Word-for-word transcription: reproduce all of the data, but not the pictures.

─── Dataset extract

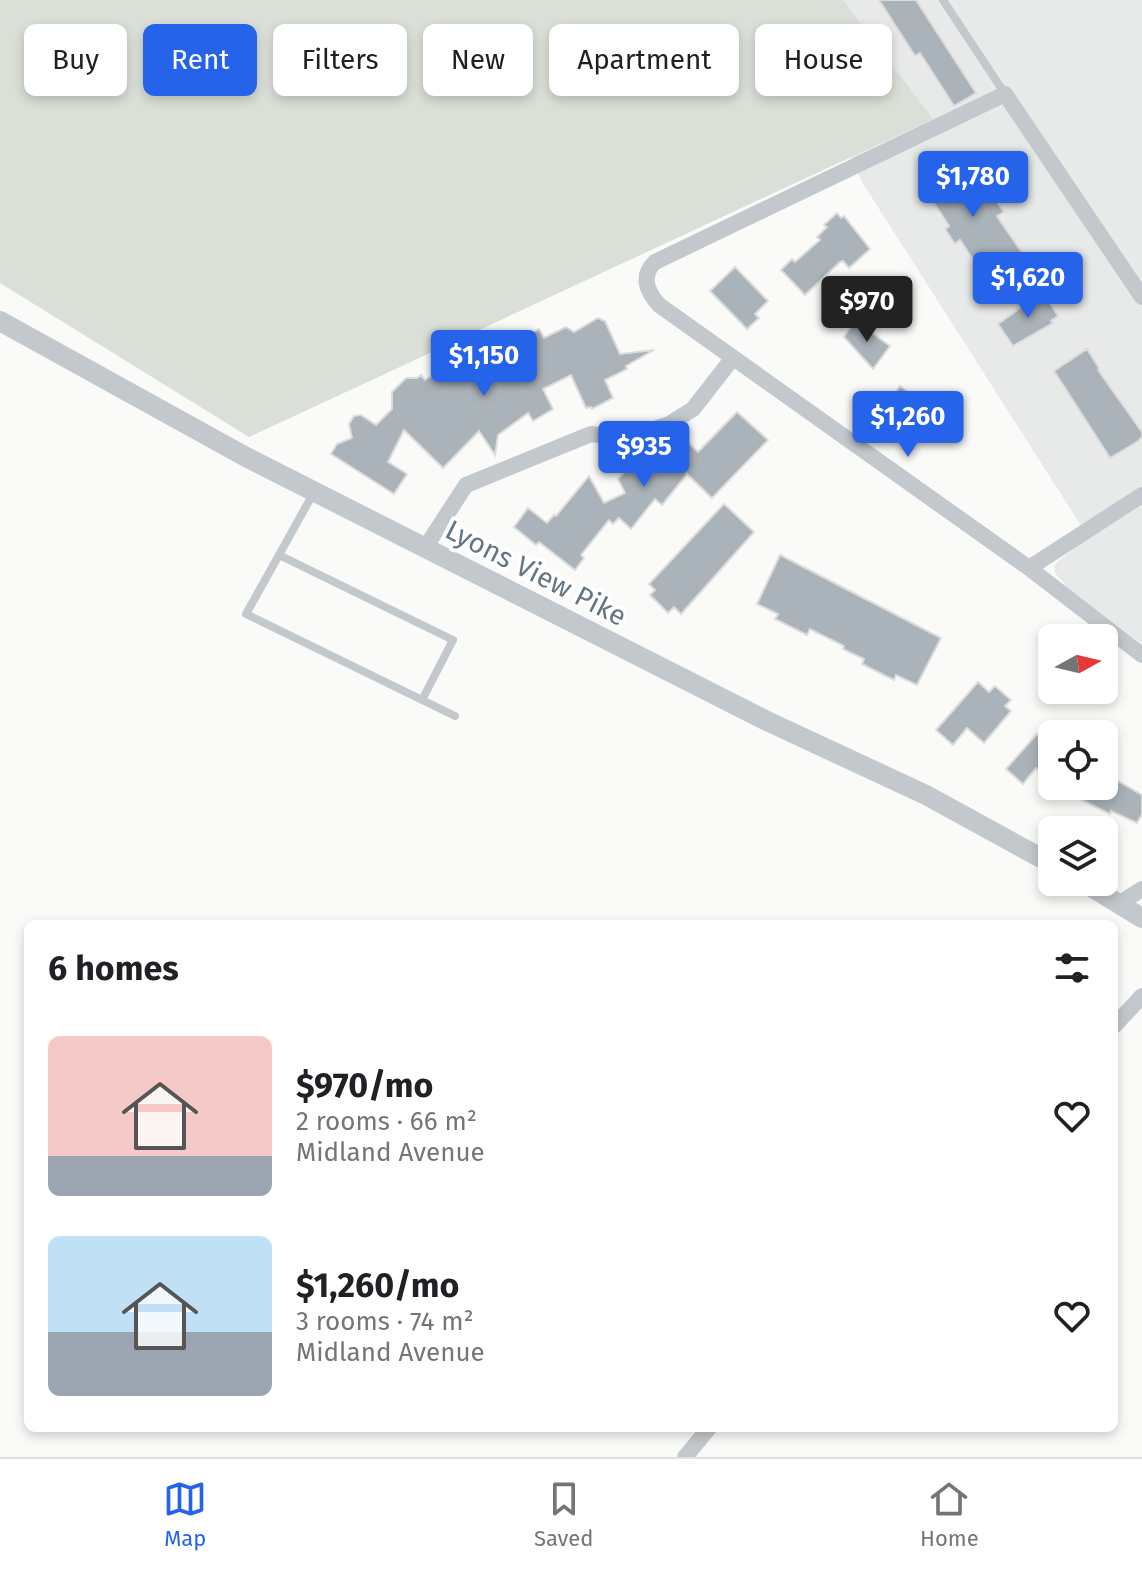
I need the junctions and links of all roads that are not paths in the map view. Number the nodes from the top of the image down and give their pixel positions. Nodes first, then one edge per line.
1 (943, 0) edge
2 (1005, 94) junction
3 (1142, 297) edge
4 (0, 321) edge
5 (732, 359) junction
6 (314, 491) junction
7 (1142, 495) edge
8 (425, 548) junction
9 (279, 555) junction
10 (1029, 568) junction
11 (1142, 655) edge
12 (422, 700) junction
13 (455, 716) dead end
14 (1038, 856) edge
15 (1142, 889) edge
16 (1108, 896) edge
17 (1120, 903) junction
18 (1142, 918) edge
19 (1142, 996) edge
20 (1118, 1022) edge
21 (706, 1432) edge
22 (685, 1457) edge

1 - 2 lane
2 - 3 street
2 - 5 street
4 - 6 street, Lyons View Pike
5 - 8 street
5 - 10 street
6 - 8 street, Lyons View Pike
6 - 9 lane
7 - 10 street
8 - 14 street, Lyons View Pike
9 - 12 lane
9 - 12 lane
10 - 11 street
12 - 13 lane
15 - 17 street
16 - 17 street
17 - 18 street
19 - 20 street
21 - 22 street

──────

• _Solution to this task_:
I need the junctions and links of all roads that are not paths in the map view. Number the nodes from the top of the image down and give their pixel positions. Nodes first, then one edge per line.
1 (943, 0) edge
2 (1005, 94) junction
3 (1142, 297) edge
4 (0, 321) edge
5 (732, 359) junction
6 (314, 491) junction
7 (1142, 495) edge
8 (425, 548) junction
9 (279, 555) junction
10 (1029, 568) junction
11 (1142, 655) edge
12 (422, 700) junction
13 (455, 716) dead end
14 (1038, 856) edge
15 (1142, 889) edge
16 (1108, 896) edge
17 (1120, 903) junction
18 (1142, 918) edge
19 (1142, 996) edge
20 (1118, 1022) edge
21 (706, 1432) edge
22 (685, 1457) edge

1 - 2 lane
2 - 3 street
2 - 5 street
4 - 6 street, Lyons View Pike
5 - 8 street
5 - 10 street
6 - 8 street, Lyons View Pike
6 - 9 lane
7 - 10 street
8 - 14 street, Lyons View Pike
9 - 12 lane
9 - 12 lane
10 - 11 street
12 - 13 lane
15 - 17 street
16 - 17 street
17 - 18 street
19 - 20 street
21 - 22 street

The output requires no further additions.